On the other hand, Caterpillar Inc. also has a big financing arm, which helps sustain its heavy-equipment manufacturing business, yet it is one of the few such companies whose improvements in creditworthiness placed it among the top 10 for both the one-year and three-year periods. Caterpillar’s performance reflected a much larger increase in the market value of its assets. In fact, the company’s leverage has been reduced, thanks to a huge increase in its stock price—reflecting strong global demand for its products. Here, a certain amount of luck is involved: Caterpillar benefits from the need to build or replace public infrastructure in many parts of the world.
What of Growth?
That, however, only underscores the fact that companies with heavy debt burdens in slow-growing markets find themselves in a quandary: how to reduce debt without cutting the spending necessary to produce new products and services necessary to sustain their business.

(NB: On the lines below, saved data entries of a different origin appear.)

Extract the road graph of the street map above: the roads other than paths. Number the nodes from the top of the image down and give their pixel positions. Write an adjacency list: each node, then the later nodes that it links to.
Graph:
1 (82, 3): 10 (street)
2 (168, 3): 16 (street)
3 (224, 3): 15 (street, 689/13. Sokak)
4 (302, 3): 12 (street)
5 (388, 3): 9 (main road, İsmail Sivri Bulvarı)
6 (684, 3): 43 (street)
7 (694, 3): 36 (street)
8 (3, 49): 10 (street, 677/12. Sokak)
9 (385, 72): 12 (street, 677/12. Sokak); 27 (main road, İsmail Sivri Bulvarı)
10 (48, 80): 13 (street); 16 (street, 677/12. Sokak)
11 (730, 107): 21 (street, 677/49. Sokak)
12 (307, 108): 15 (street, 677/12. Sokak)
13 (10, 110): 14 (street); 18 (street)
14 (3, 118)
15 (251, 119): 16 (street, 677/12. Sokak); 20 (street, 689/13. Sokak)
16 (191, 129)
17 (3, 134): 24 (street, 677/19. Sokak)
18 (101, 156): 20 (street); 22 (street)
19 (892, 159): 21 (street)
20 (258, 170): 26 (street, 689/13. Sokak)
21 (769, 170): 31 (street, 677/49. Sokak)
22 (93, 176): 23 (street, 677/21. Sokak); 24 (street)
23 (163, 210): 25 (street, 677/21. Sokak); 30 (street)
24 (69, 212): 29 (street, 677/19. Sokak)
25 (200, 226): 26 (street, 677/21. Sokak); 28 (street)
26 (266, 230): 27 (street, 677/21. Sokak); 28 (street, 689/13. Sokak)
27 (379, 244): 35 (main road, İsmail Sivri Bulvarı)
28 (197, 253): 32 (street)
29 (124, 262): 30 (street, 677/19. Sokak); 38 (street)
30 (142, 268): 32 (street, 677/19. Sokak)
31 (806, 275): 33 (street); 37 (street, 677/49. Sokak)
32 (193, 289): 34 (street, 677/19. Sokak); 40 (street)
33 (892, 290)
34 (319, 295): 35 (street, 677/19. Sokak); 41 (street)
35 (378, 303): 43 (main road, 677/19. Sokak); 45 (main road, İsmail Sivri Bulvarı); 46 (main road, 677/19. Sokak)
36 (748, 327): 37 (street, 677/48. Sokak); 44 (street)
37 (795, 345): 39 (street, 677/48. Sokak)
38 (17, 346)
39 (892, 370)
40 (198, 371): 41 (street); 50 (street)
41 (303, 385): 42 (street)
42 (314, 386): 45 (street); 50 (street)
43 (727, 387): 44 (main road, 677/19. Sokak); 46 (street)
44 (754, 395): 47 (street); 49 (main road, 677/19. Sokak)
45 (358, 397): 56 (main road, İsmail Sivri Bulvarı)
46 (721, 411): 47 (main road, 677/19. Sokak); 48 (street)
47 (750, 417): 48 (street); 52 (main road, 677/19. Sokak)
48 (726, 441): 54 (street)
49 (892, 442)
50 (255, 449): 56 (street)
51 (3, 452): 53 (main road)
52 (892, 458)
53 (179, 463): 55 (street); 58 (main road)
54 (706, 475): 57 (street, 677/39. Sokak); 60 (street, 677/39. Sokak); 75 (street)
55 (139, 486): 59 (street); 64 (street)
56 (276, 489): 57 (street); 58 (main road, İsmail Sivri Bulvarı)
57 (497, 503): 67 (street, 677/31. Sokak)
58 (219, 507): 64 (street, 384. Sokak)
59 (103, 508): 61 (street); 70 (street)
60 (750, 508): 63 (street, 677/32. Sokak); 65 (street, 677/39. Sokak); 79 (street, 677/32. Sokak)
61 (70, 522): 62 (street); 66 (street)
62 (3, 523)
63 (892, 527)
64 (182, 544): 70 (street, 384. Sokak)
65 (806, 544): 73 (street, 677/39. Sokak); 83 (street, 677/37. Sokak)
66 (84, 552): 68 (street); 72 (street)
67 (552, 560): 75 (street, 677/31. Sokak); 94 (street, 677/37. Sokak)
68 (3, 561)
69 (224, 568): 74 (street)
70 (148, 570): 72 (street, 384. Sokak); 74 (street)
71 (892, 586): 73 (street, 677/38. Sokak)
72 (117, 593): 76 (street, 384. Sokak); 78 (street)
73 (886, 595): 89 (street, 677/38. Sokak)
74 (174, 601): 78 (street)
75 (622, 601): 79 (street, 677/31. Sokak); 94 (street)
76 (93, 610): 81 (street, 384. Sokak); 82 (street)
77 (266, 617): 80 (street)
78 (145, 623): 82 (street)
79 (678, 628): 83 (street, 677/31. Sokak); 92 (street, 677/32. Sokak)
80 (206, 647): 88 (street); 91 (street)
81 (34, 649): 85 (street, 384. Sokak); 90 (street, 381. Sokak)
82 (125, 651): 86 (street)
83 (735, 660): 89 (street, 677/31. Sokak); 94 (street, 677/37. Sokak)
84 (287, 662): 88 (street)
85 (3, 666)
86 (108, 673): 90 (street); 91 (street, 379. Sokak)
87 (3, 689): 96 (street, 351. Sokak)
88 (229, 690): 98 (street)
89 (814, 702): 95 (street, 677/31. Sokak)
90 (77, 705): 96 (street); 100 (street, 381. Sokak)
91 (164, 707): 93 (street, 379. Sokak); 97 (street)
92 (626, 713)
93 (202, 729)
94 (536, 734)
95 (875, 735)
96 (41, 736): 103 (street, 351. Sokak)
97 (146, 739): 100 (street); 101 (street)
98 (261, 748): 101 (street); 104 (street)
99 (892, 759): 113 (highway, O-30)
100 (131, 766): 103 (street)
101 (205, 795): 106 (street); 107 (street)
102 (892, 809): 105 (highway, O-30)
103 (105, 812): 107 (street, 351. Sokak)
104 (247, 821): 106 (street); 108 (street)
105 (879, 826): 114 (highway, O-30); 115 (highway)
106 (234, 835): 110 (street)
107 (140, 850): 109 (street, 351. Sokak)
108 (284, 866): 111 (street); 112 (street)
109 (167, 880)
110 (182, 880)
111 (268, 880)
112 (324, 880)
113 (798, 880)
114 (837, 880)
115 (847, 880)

Nextel also was lucky, insofar as it had a lot of low-hanging fruit to pick. Shortly before Saleh came aboard, Nextel began reeling into headquarters such highly decentralized operations as marketing and outsourcing others, such as customer service. The cost savings, combined with efforts to maximize capital efficiencies and reduce debt, improved Nextel’s operating margin from 30 percent to 42 percent—and with it its ratio of debt to operating income before interest, taxes, depreciation, and amortization (OIBITDA), which fell from nine times in 1999 to just under three times today.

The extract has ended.